Speaking with the press, the governor said “We have resolved all issues. This family is barely six years with four kids. Angbo himself has distinguished himself in journalism and the wife is a medical doctor with Benue State government at the teaching hospital. We felt for a young couple of six years, they must be encouraged instead of trying to separate them.”

“Some of us are not also innocent,” governor Ortom continued. “As young couple, we underwent some of these challenges in our marriage life.”

Why did the governor trivialise assault and battery as “challenges in marriage”? By saying “some of us are not innocent”, is the governor saying that domestic violence is a normal thing in marriage?

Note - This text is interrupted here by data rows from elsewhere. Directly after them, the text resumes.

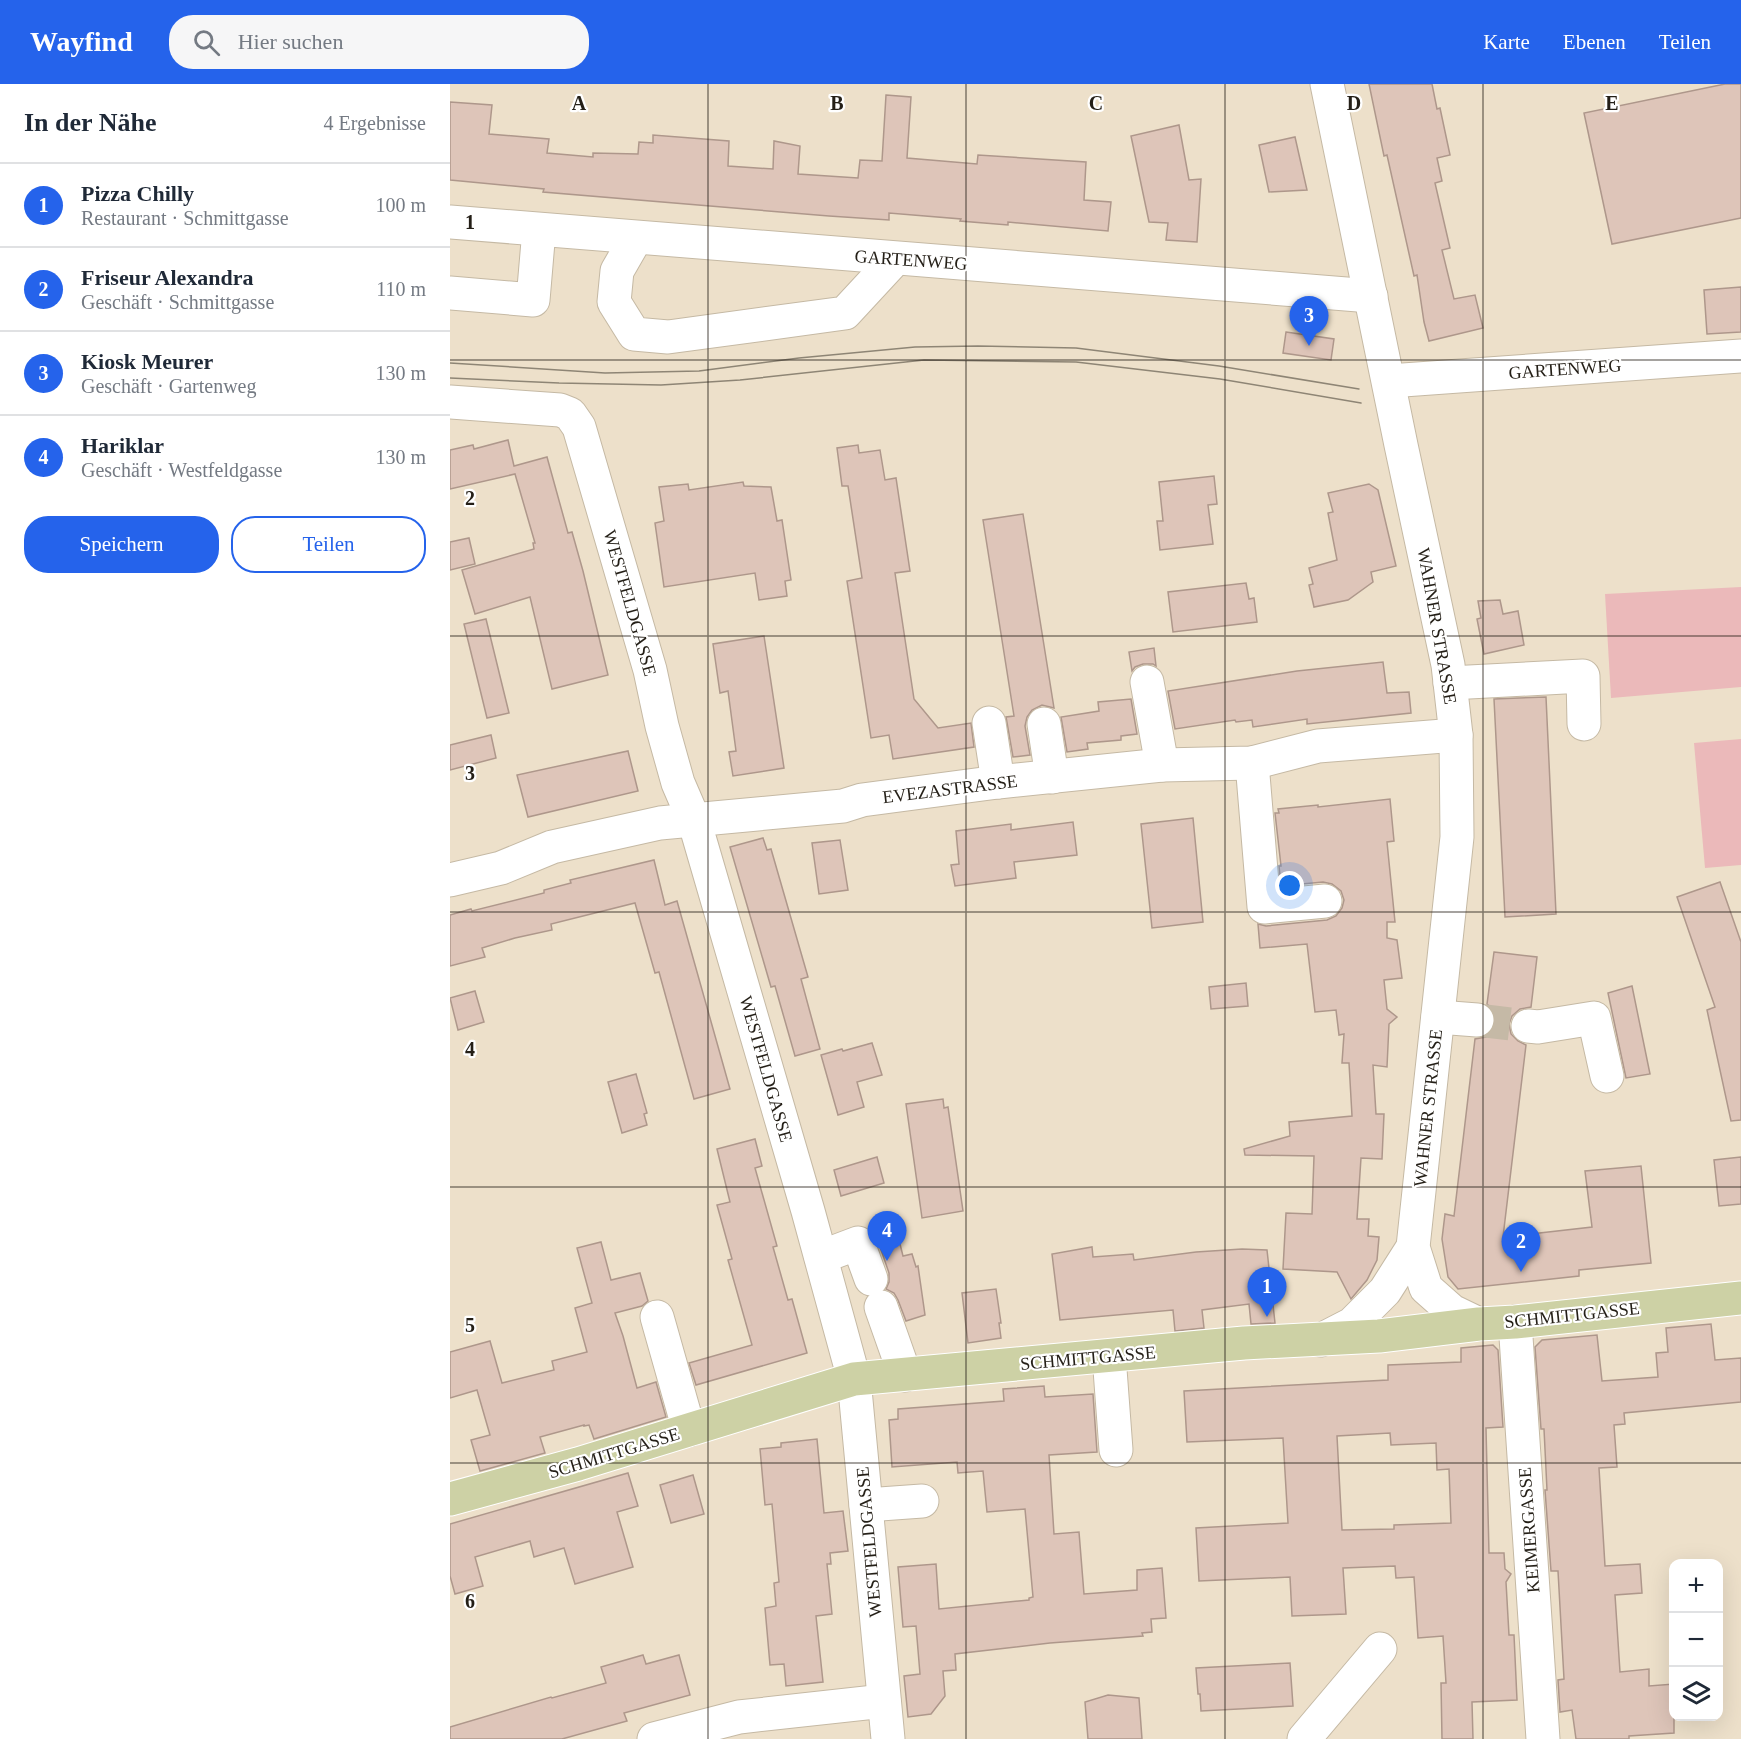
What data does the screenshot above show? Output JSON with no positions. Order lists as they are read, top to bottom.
{
  "streets": {
    "main road": ["SCHMITTGASSE"],
    "street": [
      "GARTENWEG",
      "WESTFELDGASSE",
      "WAHNER STRASSE",
      "EVEZASTRASSE",
      "KEIMERGASSE"
    ]
  },
  "crossings": [
    ["GARTENWEG", "WAHNER STRASSE"],
    ["WESTFELDGASSE", "EVEZASTRASSE"],
    ["WESTFELDGASSE", "SCHMITTGASSE"],
    ["WAHNER STRASSE", "EVEZASTRASSE"],
    ["WAHNER STRASSE", "SCHMITTGASSE"],
    ["SCHMITTGASSE", "KEIMERGASSE"]
  ],
  "page": {
    "header": "Wayfind",
    "search": "Hier suchen",
    "nav": ["Karte", "Ebenen", "Teilen"],
    "heading": ["In der Nähe", "4 Ergebnisse"],
    "list": [
      {
        "mark": "1",
        "name": "Pizza Chilly",
        "note": "Restaurant · Schmittgasse",
        "value": "100 m"
      },
      {
        "mark": "2",
        "name": "Friseur Alexandra",
        "note": "Geschäft · Schmittgasse",
        "value": "110 m"
      },
      {
        "mark": "3",
        "name": "Kiosk Meurer",
        "note": "Geschäft · Gartenweg",
        "value": "130 m"
      },
      {
        "mark": "4",
        "name": "Hariklar",
        "note": "Geschäft · Westfeldgasse",
        "value": "130 m"
      }
    ],
    "pins": [
      "3",
      "4",
      "2",
      "1"
    ],
    "buttons": ["Speichern", "Teilen"],
    "map_buttons": ["+", "−"]
  },
  "grid": {
    "columns": [
      "A",
      "B",
      "C",
      "D",
      "E"
    ],
    "rows": [
      "1",
      "2",
      "3",
      "4",
      "5",
      "6"
    ]
  }
}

The governor’s statement makes one wonder if he also experienced this same “marriage challenge” when he was younger.

Acts of reconciliation such as this is a pat on the back for people who batter their spouse – after all, it is a “family issue”. When offences become trivialised, it makes a mockery of the law.

In fact, what Governor Ortom did amounted to the desecration of the bill he signed into law little over a year ago.

The Benue State House of Assembly passed the Violence Against Persons (Prohibition) bill in 2019 and Governor Ortom signed it into law in June, 2019. By receiving Mr Angbo, he contravened subsection 4 of that law.

(4) A person who receives or assists another who, to his or knowledge, committed the offence provided for in subsection (1) of this section is an accessory after the fact and is liable on conviction to a term of imprisonment not exceeding 1 year or to a fine not exceeding N200,000.00 or both.

Cases like that of Mrs Angbo is one of the reasons why many women suffer in silence.

According to 2018 report of Nigeria Demographic and Health Survey (NDHS), more than half of Nigerian women (55%) who have experienced physical or sexual violence have never sought help to stop the violence.

That is because sometimes, the “help” they receive comes in the form of Ortom’s mediation, which only enables and encourages violence against women. Ortom’s tacit tolerance for Mr Angbo obvious assault on his wife is unbecoming of a state governor: it stands logic on its head and buries decency in the sea of contempt for the woman’s right. The governor missed a glorious chance of letting the law he personally assented come in to play. Hopefully, he will not have to rue his mansplaining of the “family issue”.